The Kansas Supreme Court this morning decided a case that drastically changes the way in which Kansas law is applied in a divorce proceeding.
“More than 50 years ago, in Edwards v. Edwards, 182 Kan. 737, Syl. ¶ 2, 324 P.2d 150 (1958), this court stated that a child support order entered during the pendency of a divorce action is interlocutory and may be modified at any time and in any manner, even to the extent of discharging accrued and unpaid installments. This appeal raises the issue of whether that holding remains valid in light of statutory changes that have occurred over that 50-year period. After reviewing the statutory changes, we hold that the Kansas Legislature has limited a district court’s authority to discharge past-due child support in a final decree of divorce; specifically, a court’s authority is limited by the provision in K.S.A. 60-1610(a)(1) that limits the retroactivity of a modification to a date at least 1 month after the date that a motion to modify was filed.”

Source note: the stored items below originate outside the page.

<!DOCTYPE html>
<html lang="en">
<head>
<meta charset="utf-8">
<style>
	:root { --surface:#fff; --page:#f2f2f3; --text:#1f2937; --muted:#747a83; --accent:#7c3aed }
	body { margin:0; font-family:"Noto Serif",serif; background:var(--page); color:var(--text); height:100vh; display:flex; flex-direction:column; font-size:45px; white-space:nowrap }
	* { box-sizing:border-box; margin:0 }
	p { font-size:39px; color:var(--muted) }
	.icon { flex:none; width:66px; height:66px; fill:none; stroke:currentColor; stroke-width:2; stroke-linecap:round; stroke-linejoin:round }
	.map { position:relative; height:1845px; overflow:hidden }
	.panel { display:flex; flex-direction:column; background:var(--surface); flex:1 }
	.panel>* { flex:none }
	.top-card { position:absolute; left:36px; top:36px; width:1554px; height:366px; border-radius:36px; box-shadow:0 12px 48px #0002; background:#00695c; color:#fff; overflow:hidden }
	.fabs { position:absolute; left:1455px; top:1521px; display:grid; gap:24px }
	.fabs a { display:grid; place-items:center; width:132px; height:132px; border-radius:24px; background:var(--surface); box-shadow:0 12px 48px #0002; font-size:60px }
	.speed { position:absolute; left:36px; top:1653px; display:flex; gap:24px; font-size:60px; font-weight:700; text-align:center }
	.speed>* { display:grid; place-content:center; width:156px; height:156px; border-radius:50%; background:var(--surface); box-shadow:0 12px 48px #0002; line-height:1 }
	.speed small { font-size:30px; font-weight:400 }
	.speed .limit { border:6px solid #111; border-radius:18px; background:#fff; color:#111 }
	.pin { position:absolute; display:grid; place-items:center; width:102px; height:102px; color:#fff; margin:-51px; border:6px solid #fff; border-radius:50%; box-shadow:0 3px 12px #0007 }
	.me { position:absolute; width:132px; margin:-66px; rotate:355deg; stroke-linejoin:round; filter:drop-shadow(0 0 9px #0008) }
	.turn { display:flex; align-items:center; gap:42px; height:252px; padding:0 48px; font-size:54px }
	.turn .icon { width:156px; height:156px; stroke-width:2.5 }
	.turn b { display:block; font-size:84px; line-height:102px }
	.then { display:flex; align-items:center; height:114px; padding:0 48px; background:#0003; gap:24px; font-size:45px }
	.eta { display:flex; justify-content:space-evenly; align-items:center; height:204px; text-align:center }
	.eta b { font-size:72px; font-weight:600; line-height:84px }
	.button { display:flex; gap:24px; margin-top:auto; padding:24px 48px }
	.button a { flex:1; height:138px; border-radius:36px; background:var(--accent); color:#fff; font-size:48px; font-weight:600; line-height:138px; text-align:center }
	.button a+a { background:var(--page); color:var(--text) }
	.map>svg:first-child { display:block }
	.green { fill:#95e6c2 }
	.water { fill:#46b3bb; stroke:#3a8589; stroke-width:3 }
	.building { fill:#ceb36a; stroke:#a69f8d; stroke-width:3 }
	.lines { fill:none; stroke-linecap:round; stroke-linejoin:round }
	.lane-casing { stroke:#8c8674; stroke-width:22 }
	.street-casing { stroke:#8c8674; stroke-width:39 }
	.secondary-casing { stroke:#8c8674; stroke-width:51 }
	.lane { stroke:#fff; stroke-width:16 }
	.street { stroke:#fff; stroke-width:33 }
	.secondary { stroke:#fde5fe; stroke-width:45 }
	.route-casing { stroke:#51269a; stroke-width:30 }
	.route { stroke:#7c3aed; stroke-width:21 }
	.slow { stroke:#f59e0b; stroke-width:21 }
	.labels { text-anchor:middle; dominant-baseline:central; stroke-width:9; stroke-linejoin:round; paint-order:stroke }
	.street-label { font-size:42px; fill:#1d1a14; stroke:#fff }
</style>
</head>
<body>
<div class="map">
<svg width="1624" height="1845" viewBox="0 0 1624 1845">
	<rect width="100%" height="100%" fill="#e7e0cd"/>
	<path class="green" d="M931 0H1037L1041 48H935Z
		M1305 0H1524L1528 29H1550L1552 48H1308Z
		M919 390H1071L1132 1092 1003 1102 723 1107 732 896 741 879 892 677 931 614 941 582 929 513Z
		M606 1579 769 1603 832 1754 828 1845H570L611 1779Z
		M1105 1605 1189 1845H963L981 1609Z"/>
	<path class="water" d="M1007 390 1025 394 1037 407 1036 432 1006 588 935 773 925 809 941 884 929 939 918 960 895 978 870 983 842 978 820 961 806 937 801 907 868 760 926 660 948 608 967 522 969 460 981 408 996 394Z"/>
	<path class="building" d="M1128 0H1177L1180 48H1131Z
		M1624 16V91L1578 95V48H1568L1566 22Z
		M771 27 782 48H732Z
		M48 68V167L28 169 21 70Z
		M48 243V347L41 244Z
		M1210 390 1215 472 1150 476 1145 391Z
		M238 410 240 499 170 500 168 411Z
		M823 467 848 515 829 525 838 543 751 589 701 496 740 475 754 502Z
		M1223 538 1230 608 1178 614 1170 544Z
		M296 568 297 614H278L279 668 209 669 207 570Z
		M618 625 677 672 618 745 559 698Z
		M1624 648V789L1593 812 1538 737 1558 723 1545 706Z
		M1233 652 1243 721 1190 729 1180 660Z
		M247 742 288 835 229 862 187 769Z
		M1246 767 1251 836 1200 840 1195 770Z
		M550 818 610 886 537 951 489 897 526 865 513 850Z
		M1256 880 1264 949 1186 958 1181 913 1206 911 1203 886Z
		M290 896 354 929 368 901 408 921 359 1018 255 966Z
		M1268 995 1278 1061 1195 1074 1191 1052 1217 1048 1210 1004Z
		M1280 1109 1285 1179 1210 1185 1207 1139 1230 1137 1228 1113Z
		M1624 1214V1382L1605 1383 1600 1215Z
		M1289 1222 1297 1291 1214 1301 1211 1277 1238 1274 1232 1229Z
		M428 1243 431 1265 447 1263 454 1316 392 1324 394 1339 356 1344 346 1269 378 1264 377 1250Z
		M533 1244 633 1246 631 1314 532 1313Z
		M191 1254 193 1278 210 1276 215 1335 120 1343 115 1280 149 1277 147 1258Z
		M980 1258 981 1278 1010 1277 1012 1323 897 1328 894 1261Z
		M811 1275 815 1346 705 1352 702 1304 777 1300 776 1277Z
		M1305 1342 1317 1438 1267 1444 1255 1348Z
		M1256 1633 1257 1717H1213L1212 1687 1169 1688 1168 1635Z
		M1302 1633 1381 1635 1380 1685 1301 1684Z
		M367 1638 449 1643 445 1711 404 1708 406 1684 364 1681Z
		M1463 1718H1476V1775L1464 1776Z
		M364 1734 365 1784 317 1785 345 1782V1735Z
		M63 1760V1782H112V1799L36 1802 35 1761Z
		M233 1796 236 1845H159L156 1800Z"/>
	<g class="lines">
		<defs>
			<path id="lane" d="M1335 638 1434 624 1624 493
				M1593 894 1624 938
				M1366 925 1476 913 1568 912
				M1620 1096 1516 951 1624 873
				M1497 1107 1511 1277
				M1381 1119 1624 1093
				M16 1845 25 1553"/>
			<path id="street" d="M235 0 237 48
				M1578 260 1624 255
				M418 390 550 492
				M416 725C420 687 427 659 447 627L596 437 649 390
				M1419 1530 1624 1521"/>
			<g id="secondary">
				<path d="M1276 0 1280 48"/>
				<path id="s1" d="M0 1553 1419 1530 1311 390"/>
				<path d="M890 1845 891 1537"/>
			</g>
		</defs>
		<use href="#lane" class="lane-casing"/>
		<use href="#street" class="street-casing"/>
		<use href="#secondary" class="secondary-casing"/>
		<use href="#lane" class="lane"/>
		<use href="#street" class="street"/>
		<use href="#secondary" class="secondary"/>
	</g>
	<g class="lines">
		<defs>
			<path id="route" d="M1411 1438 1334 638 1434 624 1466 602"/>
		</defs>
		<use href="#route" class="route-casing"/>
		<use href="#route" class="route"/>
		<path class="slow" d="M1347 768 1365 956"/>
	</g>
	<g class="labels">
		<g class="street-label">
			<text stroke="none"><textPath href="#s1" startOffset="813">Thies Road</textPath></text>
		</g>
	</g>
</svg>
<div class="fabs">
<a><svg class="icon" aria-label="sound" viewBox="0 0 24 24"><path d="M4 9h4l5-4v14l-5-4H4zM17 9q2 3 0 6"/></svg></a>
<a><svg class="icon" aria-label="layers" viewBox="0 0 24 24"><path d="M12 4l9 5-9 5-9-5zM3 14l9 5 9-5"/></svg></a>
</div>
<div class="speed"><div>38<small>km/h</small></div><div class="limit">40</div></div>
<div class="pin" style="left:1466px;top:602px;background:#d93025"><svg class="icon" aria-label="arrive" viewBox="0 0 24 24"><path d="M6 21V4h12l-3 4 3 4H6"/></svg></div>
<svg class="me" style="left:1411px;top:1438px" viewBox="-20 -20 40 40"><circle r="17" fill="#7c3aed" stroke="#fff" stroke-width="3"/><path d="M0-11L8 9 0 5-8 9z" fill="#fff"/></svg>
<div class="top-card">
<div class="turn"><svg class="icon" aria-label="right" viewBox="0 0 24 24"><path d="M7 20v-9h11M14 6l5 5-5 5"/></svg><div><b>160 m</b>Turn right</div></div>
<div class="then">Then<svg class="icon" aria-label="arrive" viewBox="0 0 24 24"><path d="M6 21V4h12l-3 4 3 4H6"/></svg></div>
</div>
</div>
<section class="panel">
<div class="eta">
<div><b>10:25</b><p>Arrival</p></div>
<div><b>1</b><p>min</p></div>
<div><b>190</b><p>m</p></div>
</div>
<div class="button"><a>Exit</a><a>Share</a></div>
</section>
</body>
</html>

This new decision provides that the provision in KSA 60-1610(a)(1) [now KSA 23-3005] limiting modification of child support to begin not earlier than 30 days after a motion to modify is filed is applicable to PRE-decree orders for child support as well as POST-decree orders.
The Supreme Court determined that the trial court — and the Court of Appeals — erred in discharging temporary child support amounts at the final divorce hearing, remanding the case to the district court for further explanation of the district court’s intent and thinking behind its discharge. In doing so, the Supreme Court essentially, reverses Edwards v. Edwards (1958).